Introduction to Open XML SDK 2.5

This post will describe the basic concept and usage of Open XML SDK 2.5 for Microsoft Office. We will talk about why Open XML SDK exists and when to use it.

Background

In the 90s, it was very difficult to manipulate or modify the content of an Office document. Complex coding and structuring was required to read/update document contents. The only way to modify the content of an existing document, or to create a new one, was to do it byte by byte. Later on, some COM add-ins were introduced for .NET to work with MS Office components that allow you to automate the Office Applications. Using add-ind and OWC (Office Web Component) you can interact with the MS office user interface, and that's still the best solution if you need the complete functionality of Word, Excel, and PowerPoint. But if you just want to modify the document content, then do you think it's the best solution?

Actually, loading an Office application, and automating it using some methods definitely takes some time and it’s really quite slow to load a bunch of documents and make a change to each of them. What if you could modify the content, or retrieve information programmatically without having to even own a copy of Microsoft Office? By using the Open XML file formats, that's completely possible.

Open XML SDK 2.5

Open XML is an open standard and is based on well-known ZIP and XML file formats. Open XML stores all files in a ZIP archive for packaging and compression. It is a collection of strongly-typed classes which is built on top of the System.IO.Packages API. An MS office document keeps all information in the form of XML, and the Open XML SDK lets you manipulate the XML contents using the object model constructed for document parts. These manipulations can even be be done without having to install any Office products.

The beauty of Open XML SDK is that it supports markup compatibility in a way that makes easy for you to open a latest version document in an older version. In addition, it doesn’t work with XML directly but with strongly typed classes. 

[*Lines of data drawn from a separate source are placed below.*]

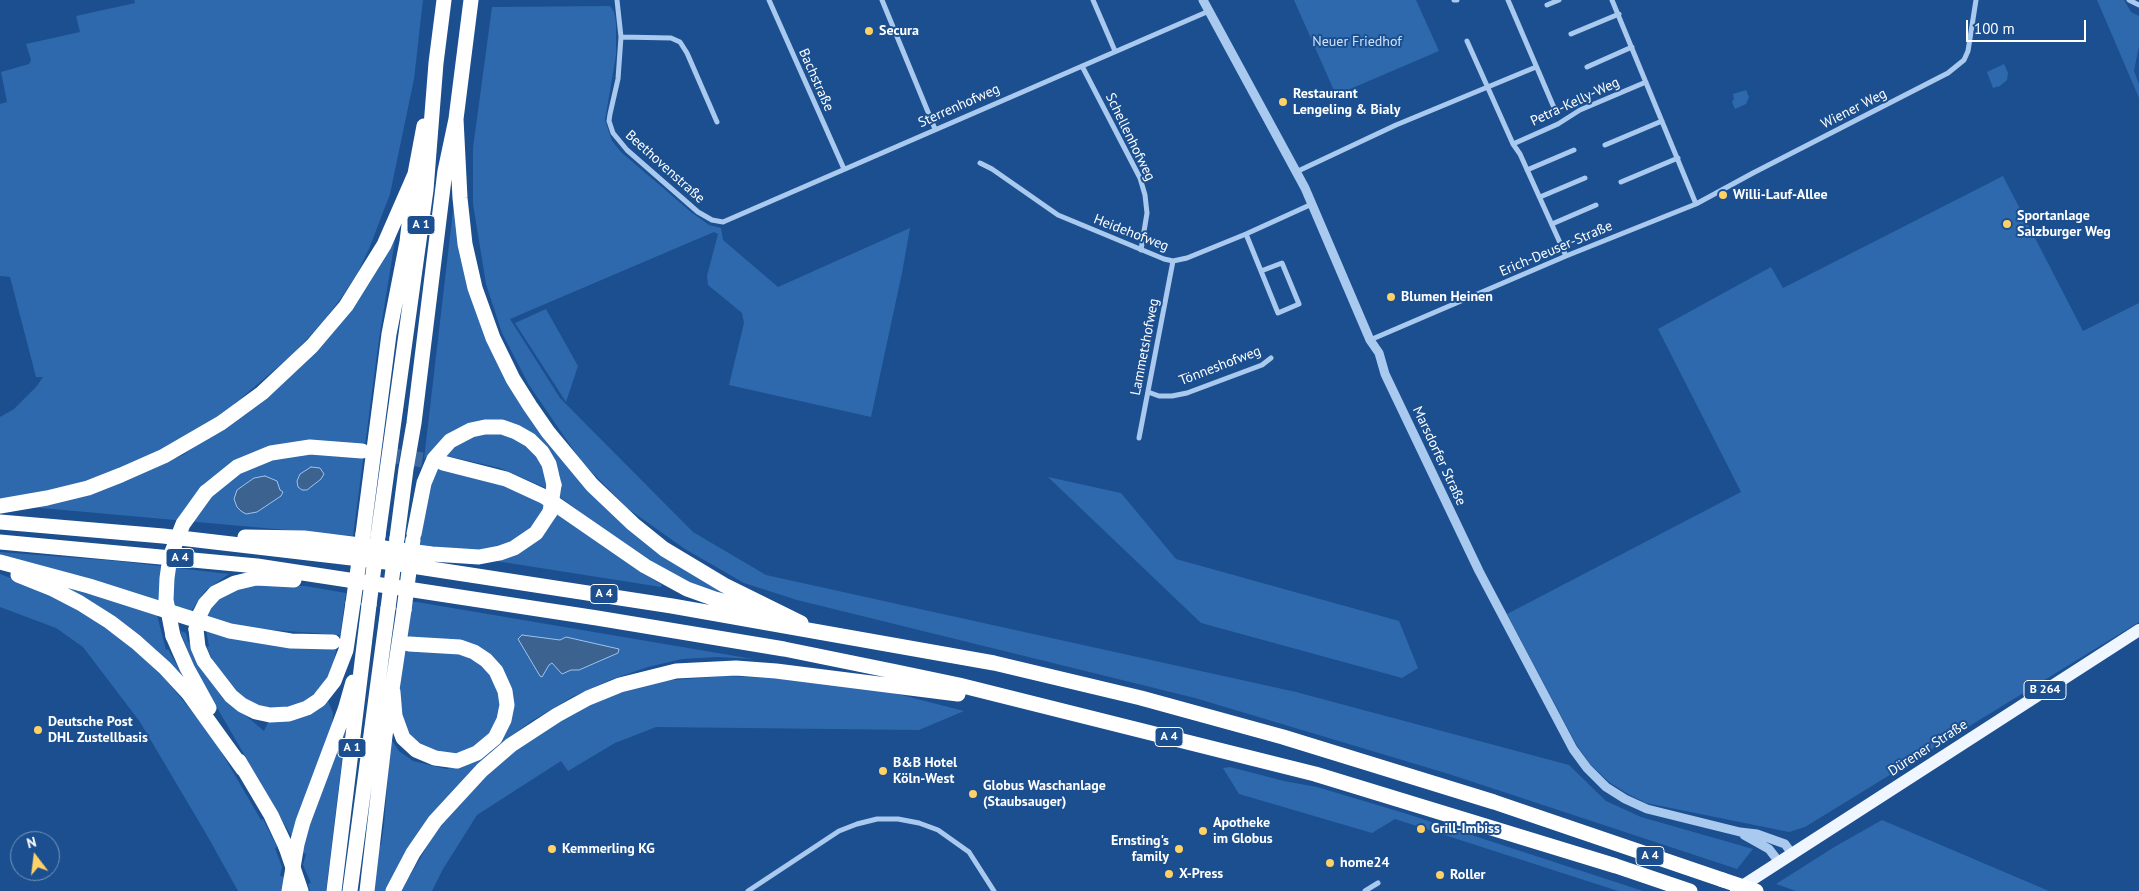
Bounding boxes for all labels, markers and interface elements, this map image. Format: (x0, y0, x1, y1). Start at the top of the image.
scale bar (1969, 10, 2089, 42)
text: 100 m (1974, 19, 2015, 38)
place label: Secura (879, 23, 919, 39)
marker: Secura (863, 25, 875, 37)
park label: Neuer Friedhof (1312, 34, 1402, 50)
street label: Bachstraße (795, 46, 837, 114)
street label: Petra-Kelly-Weg (1528, 74, 1622, 130)
street label: Sterrenhofweg (916, 81, 1002, 131)
street label: Wiener Weg (1818, 85, 1890, 133)
place label: Restaurant Lengeling & Bialy (1293, 86, 1400, 118)
street label: Schellenhofweg (1102, 90, 1158, 184)
marker: Restaurant Lengeling & Bialy (1277, 96, 1289, 108)
street label: Beethovenstraße (622, 127, 708, 207)
place label: Willi-Lauf-Allee (1733, 187, 1828, 203)
marker: Willi-Lauf-Allee (1717, 189, 1729, 201)
place label: Sportanlage Salzburger Weg (2017, 208, 2111, 240)
street label: Heidehofweg (1091, 211, 1171, 255)
road number: A 1 (407, 216, 435, 234)
street label: Erich-Deuser-Straße (1497, 218, 1615, 280)
marker: Sportanlage Salzburger Weg (2001, 218, 2013, 230)
place label: Blumen Heinen (1401, 289, 1493, 305)
marker: Blumen Heinen (1385, 291, 1397, 303)
street label: Lammetshofweg (1127, 297, 1163, 397)
street label: Tönneshofweg (1177, 343, 1263, 389)
street label: Marsdorfer Straße (1409, 404, 1469, 508)
road number: A 4 (166, 548, 194, 568)
road number: A 4 (590, 584, 618, 604)
road number: B 264 (2024, 680, 2066, 700)
place label: Deutsche Post DHL Zustellbasis (48, 714, 148, 746)
street label: Dürener Straße (1885, 716, 1971, 780)
marker: Deutsche Post DHL Zustellbasis (32, 724, 44, 736)
road number: A 4 (1155, 728, 1183, 746)
road number: A 1 (338, 738, 366, 758)
place label: B&B Hotel Köln-West (893, 755, 957, 788)
marker: B&B Hotel Köln-West (877, 765, 889, 777)
place label: Globus Waschanlage (Staubsauger) (983, 778, 1106, 810)
marker: Globus Waschanlage (Staubsauger) (967, 788, 979, 800)
place label: Apotheke im Globus (1213, 815, 1273, 848)
place label: Grill-Imbiss (1431, 821, 1500, 837)
marker: Grill-Imbiss (1415, 823, 1427, 835)
marker: Apotheke im Globus (1197, 825, 1209, 837)
north arrow (10, 831, 60, 881)
text: N (25, 833, 38, 852)
place label: Ernsting's family (1111, 833, 1169, 866)
place label: Kemmerling KG (562, 841, 655, 857)
marker: Kemmerling KG (546, 843, 558, 855)
marker: Ernsting's family (1173, 843, 1185, 855)
road number: A 4 (1636, 846, 1664, 866)
place label: home24 (1340, 855, 1389, 871)
marker: home24 (1324, 857, 1336, 869)
place label: X-Press (1179, 866, 1223, 882)
place label: Roller (1450, 867, 1486, 883)
marker: X-Press (1163, 868, 1175, 880)
marker: Roller (1434, 869, 1446, 881)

A limitation of Open XML SDK is that it only supports Word, Excel, and PowerPoint document formats i.e. DOCX, PPTX and XLSX. Any document which is created in Office 2007 or greater can be manipulated in Open XML SDK but for documents created in older versions of Office, other add-ins will have to be used. Let's see what else is not supported:

  • It doesn’t allow to convert Open XML formats from/to other formats like PDF, HTML, or XPS. If you want to do that, you need to use the respective Office application.
  • It doesn’t validate the document content, which may lead to building an invalid document.
  • It also doesn’t support other document features like layout functionality, data refreshing, or recalculation etc.

As we discussed above, Open XML format is built on multiple document parts and these parts are kept in zipped folders. If you want to see the document content, just rename “template.docx” to “template.docx.zip”, and you will be able to see the complete content hierarchy. If you don't know how Word (or Excel or PowerPoint) stores text in their files, then the Open XML SDK Productivity Tool makes it very easy to examine the zipped package contents.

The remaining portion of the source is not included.